Il s’y ajoute que les modalités du parrainage ont manifestement été dévoyées. Il a été observé que des responsables politiques ramassaient des cartes nationales d’identité de citoyens pour en faire des parrains de tel ou tel candidat. Est-ce que les parrains ont été conscients des opérations effectuées avec leur carte d’identité et autres cartes d’électeur ? La course à la recherche de qui fait mieux a été telle, dans certaines formations politiques, que des personnes avaient été prises en train de voler des cartes d’identité de citoyens au niveau du commissariat de police de Mbour par exemple pour pouvoir s’en servir pour remplir des fiches de parrainage. En d’autres termes, quelle est la sincérité des parrainages présentés ?
Il a aussi été observé une autre situation des plus burlesques. Des candidats qui n’ont pas pu obtenir les parrainages les quémandent de leurs concurrents. Certains membres du Front de résistance nationale (FRN) avaient demandé s’il n’y avait pas de possibilité pour que les formations politiques membres du Frn, comme le Pds, qui auront largement dépassé la barre des signatures demandées, de filer une partie de leur surplus de parrains à certains autres candidats. A cette requête, Oumar Sarr du Pds opposa une fin de non-recevoir. Le PDS, et pour cause, ne voudrait «dépanner» personne avec son trop-plein de parrainages. On peut d’ailleurs se demander comment une telle opération aurait été possible. Cela ne manquerait pas non plus de poser un problème éthique. Le candidat parrainé par un électeur peut-il disposer de ce parrainage comme bon lui semble ? Ce serait détourner quelque part la confiance d’un électeur qui vous accorde son parrainage intuitu personae et que vous refilez ce parrainage au profit d’un autre candidat sans l’accord préalable de cet électeur parrain.
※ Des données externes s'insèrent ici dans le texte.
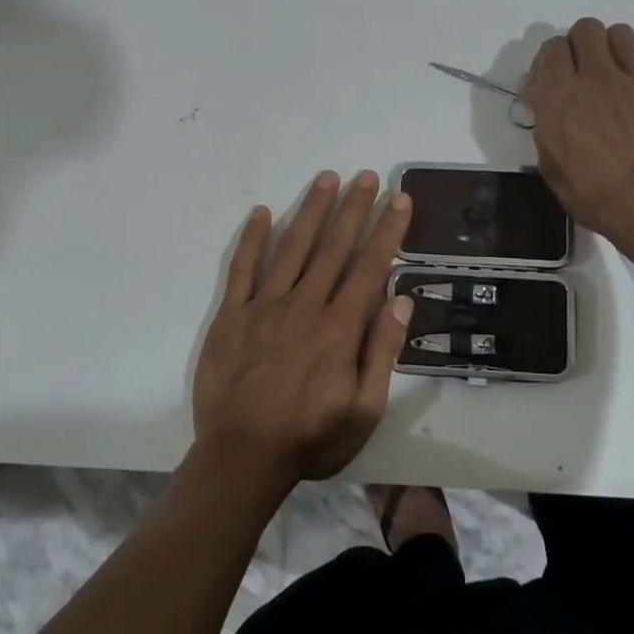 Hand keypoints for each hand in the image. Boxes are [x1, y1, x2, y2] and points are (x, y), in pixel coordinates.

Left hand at [192, 170, 413, 495]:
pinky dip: (251, 239)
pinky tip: (261, 212)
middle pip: (334, 247)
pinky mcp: (231, 315)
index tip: (399, 199)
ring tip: (326, 179)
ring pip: (292, 248)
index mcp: (339, 328)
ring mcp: (264, 306)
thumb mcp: (364, 410)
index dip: (387, 230)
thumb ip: (382, 352)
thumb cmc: (310, 438)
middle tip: (367, 175)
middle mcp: (304, 305)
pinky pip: (241, 269)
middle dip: (354, 208)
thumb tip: (402, 301)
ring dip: (311, 210)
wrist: (241, 458)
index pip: (370, 266)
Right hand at [520, 18, 633, 266]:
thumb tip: (548, 107)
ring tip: (617, 75)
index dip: (550, 61)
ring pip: (622, 34)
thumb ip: (547, 126)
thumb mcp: (551, 165)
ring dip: (614, 49)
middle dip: (581, 45)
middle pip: (586, 28)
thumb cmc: (593, 194)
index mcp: (561, 95)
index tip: (551, 83)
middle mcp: (597, 77)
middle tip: (583, 72)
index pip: (552, 47)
Le simple fait que des candidats aient pu penser préconiser un tel scénario peut faire douter de la sincérité des parrainages qu’ils auraient recueillis. Le parrain doit identifier le candidat parrainé et apposer sa signature sur la fiche prévue à cet effet. S’il faudrait mettre en place ce système de transvasement de parrainages, il faudrait retourner auprès de chaque électeur qui avait donné son parrainage pour le candidat X afin de recueillir son consentement éclairé pour refiler le parrainage à un candidat Y.
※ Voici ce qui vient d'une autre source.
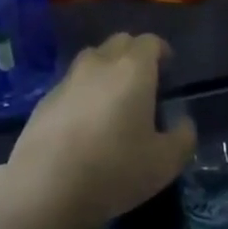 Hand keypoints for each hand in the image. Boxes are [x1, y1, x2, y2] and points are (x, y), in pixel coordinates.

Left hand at [0, 33, 197, 228]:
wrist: (43, 187)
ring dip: (107, 69)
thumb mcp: (164, 163)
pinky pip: (73, 83)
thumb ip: (183, 138)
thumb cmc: (113, 169)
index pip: (150, 42)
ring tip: (114, 100)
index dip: (161, 52)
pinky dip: (84, 91)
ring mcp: (69, 78)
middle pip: (120, 42)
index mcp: (133, 69)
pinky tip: (85, 122)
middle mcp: (100, 63)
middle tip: (144, 84)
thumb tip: (184, 123)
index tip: (168, 71)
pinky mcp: (45, 98)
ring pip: (93, 58)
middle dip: (135, 55)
Encore une fois, la notoriété médiatique n’est pas toujours synonyme de notoriété électorale. Nous mettions en garde, en perspective de la présidentielle de 2012, certaines personnalités très médiatisées, quant aux risques d’une débâcle électorale si jamais elles prenaient le risque de commettre «l’erreur de se compter». C’était une chronique du même titre publiée le 9 janvier 2012. Assurément, l’ancien magistrat Ibrahima Hamidou Dème aura compris, tout comme l’ancien commissaire de police Boubacar Sadio, ou l’ancien inspecteur du Trésor Ngouda Fall Kane, que l’assiduité sur les plateaux des radios et des télévisions ne garantit pas un électorat.
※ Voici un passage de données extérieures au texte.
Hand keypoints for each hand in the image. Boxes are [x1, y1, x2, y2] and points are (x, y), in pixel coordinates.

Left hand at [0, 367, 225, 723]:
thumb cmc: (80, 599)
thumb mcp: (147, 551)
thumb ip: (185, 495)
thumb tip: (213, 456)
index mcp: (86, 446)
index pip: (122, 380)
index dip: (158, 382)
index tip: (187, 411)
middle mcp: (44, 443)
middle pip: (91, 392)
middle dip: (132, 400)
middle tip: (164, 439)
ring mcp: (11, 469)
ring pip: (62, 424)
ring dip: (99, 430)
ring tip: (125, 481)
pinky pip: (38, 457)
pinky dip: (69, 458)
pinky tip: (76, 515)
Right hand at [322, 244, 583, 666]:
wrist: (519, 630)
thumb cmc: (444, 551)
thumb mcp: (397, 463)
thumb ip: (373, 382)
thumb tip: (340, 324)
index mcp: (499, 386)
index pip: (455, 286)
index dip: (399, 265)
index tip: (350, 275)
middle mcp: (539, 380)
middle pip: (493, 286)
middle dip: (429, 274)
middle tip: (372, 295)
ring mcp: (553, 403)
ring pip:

Les parrainages, révélateurs de nouveaux rapports de force au sein de la majorité présidentielle
Les chiffres brandis par les responsables de la coalition qui porte la candidature du Président sortant, Macky Sall, révèlent une situation riche en enseignements. Il s’avère, sur la foi des indications fournies dans les différentes circonscriptions électorales, que les plus gros quotas de parrainages ont été apportés par des personnes qui apparaissent comme des nouveaux au bataillon politique et électoral. A la vérité, les ténors ou autres caciques du parti du Président Sall n’ont pas brillé par leurs résultats dans la recherche des parrainages. La même observation est de rigueur du côté des alliés traditionnels de l’Alliance pour la République (APR). Les parrainages fournis par l’Alliance des forces de progrès (AFP) de Moustapha Niasse, par le Parti de l’indépendance et du travail (Pit) et par ce qui reste de la Ld/Mpt et qui demeure encore favorable au Président Sall ou même du Parti socialiste (PS) compteraient pour quantités négligeables. Une telle donne ne va-t-elle pas induire une redistribution des cartes politiques si le président Sall arrive à se maintenir au pouvoir à l’issue de la présidentielle de février 2019 ?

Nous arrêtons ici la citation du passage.